From the entries below, copy out every line with "edges" in it.

**Dataset items**
<<<<

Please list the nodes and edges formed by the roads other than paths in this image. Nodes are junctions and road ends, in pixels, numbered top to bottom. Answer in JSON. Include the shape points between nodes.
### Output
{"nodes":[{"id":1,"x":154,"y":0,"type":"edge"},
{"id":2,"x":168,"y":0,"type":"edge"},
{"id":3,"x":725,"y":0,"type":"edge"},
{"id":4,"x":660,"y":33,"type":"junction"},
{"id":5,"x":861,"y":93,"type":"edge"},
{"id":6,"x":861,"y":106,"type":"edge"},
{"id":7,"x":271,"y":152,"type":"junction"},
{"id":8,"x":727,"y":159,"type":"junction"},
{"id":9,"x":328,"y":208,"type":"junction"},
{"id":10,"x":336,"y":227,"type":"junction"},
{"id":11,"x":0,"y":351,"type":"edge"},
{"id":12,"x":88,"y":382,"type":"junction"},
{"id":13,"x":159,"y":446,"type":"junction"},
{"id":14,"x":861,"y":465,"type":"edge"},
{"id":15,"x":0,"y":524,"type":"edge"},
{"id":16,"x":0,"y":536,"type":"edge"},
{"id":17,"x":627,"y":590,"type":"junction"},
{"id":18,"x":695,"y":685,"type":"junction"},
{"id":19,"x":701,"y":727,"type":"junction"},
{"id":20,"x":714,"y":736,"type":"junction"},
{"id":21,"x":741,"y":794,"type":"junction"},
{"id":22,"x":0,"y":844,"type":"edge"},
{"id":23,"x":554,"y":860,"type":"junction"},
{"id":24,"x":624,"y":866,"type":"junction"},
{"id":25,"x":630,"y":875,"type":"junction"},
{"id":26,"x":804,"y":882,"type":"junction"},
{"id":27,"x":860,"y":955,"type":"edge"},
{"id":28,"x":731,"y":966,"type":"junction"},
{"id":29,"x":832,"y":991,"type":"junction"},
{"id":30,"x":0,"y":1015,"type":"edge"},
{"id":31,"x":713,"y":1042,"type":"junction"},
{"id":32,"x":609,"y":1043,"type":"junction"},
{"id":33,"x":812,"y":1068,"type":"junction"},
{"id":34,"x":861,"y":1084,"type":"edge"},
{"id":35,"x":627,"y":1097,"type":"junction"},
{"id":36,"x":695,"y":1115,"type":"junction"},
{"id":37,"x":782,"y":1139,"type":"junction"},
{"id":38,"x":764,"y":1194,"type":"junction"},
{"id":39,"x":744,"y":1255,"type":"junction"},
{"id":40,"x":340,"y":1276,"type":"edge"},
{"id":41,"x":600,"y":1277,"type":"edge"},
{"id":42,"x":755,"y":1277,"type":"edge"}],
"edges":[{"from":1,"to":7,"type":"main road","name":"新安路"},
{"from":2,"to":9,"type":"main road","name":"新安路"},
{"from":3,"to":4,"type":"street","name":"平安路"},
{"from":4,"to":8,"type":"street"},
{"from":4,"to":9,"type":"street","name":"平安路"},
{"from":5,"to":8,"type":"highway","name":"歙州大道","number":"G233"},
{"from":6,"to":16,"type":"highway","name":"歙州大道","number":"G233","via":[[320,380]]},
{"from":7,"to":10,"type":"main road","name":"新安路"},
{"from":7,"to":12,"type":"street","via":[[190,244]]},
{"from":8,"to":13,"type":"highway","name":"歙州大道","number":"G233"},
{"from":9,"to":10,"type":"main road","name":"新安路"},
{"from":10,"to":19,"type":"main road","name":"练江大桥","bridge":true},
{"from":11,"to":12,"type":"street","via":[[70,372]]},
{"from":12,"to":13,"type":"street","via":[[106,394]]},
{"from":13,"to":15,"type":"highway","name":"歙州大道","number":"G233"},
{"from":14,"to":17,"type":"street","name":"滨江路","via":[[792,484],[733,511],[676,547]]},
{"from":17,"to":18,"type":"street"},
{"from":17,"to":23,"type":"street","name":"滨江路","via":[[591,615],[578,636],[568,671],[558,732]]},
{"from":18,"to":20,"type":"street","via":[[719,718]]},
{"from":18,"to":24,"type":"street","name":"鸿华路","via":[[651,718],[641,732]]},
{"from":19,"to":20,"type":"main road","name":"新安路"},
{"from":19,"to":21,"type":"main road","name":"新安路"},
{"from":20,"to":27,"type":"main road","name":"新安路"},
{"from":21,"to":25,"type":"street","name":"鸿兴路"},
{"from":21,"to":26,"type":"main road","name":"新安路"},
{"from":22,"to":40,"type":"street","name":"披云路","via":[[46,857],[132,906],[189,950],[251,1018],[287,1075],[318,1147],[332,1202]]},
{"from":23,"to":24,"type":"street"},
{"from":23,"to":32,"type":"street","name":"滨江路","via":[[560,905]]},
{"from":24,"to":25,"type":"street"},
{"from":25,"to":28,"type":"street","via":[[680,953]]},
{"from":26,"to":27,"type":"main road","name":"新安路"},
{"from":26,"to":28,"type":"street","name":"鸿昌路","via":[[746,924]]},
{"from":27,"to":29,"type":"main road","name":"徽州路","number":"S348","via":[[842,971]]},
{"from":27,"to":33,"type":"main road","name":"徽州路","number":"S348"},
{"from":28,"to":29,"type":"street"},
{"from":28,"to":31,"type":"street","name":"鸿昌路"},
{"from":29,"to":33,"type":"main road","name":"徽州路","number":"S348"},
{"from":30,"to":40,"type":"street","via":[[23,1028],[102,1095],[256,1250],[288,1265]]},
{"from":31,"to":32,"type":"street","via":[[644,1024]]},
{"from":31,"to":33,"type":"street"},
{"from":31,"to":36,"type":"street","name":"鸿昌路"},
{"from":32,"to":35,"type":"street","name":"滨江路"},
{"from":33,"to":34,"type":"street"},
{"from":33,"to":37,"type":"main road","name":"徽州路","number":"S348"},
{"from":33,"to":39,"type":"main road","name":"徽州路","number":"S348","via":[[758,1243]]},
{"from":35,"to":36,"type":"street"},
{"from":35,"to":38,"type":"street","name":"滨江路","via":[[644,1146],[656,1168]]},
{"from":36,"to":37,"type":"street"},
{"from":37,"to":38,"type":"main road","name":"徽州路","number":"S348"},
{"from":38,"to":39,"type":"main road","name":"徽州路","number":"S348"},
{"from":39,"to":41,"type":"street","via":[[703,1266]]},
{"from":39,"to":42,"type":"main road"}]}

>>>>

**RESPONSE FOR THIS EXERCISE**
Please list the nodes and edges formed by the roads other than paths in this image. Nodes are junctions and road ends, in pixels, numbered top to bottom. Answer in JSON. Include the shape points between nodes.
"edges":[{"from":1,"to":7,"type":"main road","name":"新安路"},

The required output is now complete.